## Requirement
Please copy out each line of the listing that contains the word "Шатурская".

## Data in this exercise

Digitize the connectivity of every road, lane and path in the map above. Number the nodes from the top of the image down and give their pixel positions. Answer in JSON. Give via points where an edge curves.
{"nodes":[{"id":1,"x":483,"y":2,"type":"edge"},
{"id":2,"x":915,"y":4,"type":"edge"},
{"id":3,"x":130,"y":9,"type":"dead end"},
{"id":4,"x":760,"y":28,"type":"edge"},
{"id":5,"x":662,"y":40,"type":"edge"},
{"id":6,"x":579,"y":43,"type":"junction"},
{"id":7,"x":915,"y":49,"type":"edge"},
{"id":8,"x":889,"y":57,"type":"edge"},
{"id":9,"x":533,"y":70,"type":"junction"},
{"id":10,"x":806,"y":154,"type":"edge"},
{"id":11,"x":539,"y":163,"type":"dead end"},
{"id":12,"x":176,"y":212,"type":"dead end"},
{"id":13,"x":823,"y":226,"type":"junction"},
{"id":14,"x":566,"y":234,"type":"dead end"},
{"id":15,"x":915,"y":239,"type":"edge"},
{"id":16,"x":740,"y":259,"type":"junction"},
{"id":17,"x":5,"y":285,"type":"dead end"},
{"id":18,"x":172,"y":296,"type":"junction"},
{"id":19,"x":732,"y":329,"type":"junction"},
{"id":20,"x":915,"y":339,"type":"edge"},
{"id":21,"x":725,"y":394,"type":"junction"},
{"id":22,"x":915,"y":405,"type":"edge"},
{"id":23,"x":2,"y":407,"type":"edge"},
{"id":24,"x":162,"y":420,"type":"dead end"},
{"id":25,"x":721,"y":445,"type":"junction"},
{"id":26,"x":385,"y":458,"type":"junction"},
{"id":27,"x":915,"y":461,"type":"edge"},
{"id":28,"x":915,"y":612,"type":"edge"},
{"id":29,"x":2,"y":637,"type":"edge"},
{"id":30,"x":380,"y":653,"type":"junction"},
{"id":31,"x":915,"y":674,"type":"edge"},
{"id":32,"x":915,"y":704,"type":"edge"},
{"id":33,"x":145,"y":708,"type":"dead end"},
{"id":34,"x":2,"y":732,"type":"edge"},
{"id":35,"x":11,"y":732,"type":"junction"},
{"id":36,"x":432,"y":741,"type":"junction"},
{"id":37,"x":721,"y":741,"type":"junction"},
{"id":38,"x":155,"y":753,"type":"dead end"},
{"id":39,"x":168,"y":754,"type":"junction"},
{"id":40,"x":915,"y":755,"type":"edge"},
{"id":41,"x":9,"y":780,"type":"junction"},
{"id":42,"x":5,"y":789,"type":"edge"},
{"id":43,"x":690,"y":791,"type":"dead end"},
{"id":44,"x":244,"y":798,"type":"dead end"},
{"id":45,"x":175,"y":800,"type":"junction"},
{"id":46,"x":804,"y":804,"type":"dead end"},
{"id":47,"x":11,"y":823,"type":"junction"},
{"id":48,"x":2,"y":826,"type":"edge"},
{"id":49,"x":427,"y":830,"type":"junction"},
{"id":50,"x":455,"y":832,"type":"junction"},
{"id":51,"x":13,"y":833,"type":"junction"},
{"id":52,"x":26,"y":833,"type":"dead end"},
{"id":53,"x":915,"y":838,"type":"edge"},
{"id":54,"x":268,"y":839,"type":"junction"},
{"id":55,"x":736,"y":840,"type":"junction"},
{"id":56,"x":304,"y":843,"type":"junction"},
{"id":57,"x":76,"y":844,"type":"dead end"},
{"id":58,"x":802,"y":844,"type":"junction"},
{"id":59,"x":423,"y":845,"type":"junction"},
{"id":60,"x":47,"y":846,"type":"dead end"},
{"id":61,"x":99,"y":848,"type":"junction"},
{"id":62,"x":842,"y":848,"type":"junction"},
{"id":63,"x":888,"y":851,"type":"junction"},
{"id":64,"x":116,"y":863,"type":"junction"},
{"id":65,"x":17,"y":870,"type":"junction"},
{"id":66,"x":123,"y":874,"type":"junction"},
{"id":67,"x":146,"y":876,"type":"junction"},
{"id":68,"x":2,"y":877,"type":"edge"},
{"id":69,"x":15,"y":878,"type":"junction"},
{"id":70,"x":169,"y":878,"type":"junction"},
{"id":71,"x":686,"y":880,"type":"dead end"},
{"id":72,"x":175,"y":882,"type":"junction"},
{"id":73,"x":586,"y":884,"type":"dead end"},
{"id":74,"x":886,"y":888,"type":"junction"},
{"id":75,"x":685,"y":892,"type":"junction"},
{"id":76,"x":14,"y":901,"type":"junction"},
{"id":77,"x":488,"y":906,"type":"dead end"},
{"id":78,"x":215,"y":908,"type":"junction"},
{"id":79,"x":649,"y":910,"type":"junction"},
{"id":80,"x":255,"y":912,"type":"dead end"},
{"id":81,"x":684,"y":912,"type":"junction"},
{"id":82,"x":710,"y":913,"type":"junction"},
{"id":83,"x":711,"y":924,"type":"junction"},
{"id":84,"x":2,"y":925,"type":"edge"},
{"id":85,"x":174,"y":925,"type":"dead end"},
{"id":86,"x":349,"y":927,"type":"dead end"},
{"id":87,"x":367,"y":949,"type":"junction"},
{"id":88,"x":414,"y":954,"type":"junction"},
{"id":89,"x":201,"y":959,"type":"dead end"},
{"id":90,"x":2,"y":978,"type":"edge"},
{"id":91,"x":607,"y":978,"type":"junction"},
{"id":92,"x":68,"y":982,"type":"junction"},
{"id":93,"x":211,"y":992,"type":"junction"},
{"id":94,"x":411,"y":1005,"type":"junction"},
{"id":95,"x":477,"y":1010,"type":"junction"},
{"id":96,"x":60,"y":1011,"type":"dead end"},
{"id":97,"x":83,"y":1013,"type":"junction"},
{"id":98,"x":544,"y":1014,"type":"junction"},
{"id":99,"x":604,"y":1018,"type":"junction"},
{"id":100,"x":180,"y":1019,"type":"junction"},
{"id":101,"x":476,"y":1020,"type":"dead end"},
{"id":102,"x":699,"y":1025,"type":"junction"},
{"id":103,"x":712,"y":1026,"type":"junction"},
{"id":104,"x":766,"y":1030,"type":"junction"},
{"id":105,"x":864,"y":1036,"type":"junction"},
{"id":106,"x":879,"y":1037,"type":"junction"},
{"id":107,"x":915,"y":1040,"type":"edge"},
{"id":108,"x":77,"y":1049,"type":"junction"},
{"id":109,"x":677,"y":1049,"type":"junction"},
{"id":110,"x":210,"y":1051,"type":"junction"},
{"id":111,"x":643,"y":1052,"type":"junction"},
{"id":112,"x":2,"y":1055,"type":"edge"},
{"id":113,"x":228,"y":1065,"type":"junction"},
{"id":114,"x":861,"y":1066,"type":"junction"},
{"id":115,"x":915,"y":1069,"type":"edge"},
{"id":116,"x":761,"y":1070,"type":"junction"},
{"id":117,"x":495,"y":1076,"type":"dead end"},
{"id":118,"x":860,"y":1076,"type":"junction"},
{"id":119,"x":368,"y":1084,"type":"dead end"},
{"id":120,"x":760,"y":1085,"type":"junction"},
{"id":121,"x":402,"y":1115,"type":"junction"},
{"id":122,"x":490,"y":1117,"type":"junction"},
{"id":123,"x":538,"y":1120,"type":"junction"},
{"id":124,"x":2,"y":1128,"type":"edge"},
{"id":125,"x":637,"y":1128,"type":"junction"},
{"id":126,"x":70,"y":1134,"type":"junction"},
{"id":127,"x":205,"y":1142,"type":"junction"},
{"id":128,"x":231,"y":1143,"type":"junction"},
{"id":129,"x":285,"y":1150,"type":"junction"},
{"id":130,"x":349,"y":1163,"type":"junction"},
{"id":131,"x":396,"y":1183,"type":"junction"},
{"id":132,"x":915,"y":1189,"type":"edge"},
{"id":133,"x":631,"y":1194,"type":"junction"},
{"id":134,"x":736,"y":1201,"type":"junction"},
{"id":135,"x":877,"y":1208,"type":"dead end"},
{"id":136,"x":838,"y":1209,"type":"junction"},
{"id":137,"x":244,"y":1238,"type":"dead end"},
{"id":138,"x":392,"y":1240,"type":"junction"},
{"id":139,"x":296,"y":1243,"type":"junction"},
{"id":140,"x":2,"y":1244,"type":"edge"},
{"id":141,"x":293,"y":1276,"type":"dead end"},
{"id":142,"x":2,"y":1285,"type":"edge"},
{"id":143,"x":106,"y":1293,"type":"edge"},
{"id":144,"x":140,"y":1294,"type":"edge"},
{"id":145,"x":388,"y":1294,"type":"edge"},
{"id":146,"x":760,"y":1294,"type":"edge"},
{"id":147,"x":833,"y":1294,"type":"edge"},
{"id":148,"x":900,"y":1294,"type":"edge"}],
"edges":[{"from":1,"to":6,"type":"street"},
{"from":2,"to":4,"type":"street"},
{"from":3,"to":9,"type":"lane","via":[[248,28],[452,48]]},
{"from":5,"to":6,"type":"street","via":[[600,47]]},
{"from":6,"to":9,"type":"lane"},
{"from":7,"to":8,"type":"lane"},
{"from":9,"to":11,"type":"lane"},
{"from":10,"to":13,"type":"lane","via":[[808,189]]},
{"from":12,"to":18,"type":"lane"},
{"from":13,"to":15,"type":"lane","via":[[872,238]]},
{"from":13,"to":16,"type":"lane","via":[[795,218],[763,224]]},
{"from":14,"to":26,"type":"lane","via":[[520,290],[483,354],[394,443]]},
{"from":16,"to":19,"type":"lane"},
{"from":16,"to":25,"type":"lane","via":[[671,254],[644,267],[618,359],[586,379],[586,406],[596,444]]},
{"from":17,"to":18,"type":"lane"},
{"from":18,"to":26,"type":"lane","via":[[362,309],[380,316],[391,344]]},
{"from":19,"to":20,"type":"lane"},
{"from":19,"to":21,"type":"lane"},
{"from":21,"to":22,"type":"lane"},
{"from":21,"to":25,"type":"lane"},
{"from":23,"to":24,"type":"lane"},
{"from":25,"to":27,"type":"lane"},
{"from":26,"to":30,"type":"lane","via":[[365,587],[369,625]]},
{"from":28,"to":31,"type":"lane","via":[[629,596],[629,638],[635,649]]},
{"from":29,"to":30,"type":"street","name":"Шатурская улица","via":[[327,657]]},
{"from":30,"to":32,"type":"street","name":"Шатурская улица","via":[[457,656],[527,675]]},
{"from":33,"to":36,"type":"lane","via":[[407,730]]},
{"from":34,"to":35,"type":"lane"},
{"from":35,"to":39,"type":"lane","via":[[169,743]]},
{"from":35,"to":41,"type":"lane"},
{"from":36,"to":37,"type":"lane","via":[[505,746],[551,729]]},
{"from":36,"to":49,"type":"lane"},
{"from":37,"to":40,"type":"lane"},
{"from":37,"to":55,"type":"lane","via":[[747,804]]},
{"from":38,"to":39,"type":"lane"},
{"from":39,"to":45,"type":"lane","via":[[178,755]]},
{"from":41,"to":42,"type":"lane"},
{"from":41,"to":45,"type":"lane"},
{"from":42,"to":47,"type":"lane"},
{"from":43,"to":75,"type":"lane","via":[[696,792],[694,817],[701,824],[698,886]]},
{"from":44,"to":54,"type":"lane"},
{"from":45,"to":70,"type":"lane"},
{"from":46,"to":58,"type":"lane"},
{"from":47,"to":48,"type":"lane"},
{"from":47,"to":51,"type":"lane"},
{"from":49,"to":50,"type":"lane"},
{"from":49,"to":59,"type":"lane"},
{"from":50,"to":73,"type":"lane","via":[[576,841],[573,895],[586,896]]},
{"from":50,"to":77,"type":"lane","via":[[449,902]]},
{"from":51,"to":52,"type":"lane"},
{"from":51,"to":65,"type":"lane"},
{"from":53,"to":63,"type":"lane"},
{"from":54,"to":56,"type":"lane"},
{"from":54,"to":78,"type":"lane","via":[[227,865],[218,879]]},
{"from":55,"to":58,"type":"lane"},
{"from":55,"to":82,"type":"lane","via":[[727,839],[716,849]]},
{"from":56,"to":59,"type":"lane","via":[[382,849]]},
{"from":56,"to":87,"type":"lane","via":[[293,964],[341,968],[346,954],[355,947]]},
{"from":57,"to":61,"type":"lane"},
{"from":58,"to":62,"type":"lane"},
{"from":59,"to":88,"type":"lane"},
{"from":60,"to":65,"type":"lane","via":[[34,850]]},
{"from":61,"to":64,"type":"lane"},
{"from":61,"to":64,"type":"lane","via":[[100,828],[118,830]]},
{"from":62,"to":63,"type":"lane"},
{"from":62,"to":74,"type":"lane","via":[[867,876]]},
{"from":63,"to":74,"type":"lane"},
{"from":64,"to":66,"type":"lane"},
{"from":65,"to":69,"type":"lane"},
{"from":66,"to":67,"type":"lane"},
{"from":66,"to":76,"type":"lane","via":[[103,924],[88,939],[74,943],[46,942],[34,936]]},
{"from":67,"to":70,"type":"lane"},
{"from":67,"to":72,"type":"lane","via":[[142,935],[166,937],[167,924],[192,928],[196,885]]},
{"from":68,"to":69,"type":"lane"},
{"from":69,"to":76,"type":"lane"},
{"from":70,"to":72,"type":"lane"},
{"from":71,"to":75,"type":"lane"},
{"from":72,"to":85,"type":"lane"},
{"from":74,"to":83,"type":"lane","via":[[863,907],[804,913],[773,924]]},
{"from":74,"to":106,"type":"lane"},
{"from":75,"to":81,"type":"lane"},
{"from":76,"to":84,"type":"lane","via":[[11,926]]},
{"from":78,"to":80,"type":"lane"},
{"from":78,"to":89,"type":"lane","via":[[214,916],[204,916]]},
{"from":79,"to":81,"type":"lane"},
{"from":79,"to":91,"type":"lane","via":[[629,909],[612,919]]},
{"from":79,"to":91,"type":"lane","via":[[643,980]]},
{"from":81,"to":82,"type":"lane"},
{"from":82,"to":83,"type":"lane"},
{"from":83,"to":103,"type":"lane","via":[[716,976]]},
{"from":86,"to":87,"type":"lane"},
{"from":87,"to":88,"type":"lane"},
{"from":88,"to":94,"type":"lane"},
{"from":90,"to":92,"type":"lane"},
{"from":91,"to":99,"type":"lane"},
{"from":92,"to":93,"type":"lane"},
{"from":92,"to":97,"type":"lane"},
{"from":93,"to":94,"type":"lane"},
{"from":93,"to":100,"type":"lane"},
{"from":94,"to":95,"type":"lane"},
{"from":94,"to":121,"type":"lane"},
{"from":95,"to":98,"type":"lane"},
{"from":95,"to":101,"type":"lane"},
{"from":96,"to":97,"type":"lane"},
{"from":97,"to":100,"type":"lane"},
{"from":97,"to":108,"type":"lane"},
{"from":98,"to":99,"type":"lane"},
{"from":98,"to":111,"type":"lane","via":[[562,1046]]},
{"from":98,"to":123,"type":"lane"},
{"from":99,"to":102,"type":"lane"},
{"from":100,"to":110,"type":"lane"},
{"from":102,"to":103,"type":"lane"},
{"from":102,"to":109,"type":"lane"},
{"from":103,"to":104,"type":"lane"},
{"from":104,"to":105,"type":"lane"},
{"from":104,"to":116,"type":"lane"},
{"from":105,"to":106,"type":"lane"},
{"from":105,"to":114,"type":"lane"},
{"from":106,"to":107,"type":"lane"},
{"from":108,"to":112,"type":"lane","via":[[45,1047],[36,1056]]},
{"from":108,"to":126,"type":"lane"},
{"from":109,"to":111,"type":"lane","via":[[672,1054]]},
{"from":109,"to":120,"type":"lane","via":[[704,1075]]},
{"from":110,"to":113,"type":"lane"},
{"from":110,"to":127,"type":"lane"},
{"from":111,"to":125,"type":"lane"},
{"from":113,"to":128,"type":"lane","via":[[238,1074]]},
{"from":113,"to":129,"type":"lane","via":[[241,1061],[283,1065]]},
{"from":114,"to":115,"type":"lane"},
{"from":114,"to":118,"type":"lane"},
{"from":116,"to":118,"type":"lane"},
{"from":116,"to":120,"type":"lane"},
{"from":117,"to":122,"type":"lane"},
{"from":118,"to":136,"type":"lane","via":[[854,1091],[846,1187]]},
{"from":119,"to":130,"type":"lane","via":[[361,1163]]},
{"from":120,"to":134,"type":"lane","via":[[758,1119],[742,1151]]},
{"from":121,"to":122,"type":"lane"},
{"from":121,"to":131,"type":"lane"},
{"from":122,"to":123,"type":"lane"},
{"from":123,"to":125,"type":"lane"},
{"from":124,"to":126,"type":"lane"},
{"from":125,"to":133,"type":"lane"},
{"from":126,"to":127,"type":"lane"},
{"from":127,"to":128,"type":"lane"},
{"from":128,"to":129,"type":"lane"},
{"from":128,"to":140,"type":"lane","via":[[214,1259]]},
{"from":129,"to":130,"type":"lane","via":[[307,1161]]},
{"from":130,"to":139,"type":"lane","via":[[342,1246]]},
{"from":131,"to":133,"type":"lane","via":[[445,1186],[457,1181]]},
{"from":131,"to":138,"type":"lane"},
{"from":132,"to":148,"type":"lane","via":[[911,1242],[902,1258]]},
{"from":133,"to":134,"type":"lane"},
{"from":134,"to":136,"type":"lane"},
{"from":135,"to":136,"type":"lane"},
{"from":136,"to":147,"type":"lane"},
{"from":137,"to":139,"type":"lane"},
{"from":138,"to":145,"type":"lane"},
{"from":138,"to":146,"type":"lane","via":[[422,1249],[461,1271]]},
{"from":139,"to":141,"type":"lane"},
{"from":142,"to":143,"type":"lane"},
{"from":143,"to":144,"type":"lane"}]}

## Expected output
{"from":29,"to":30,"type":"street","name":"Шатурская улица","via":[[327,657]]},
{"from":30,"to":32,"type":"street","name":"Шатурская улица","via":[[457,656],[527,675]]},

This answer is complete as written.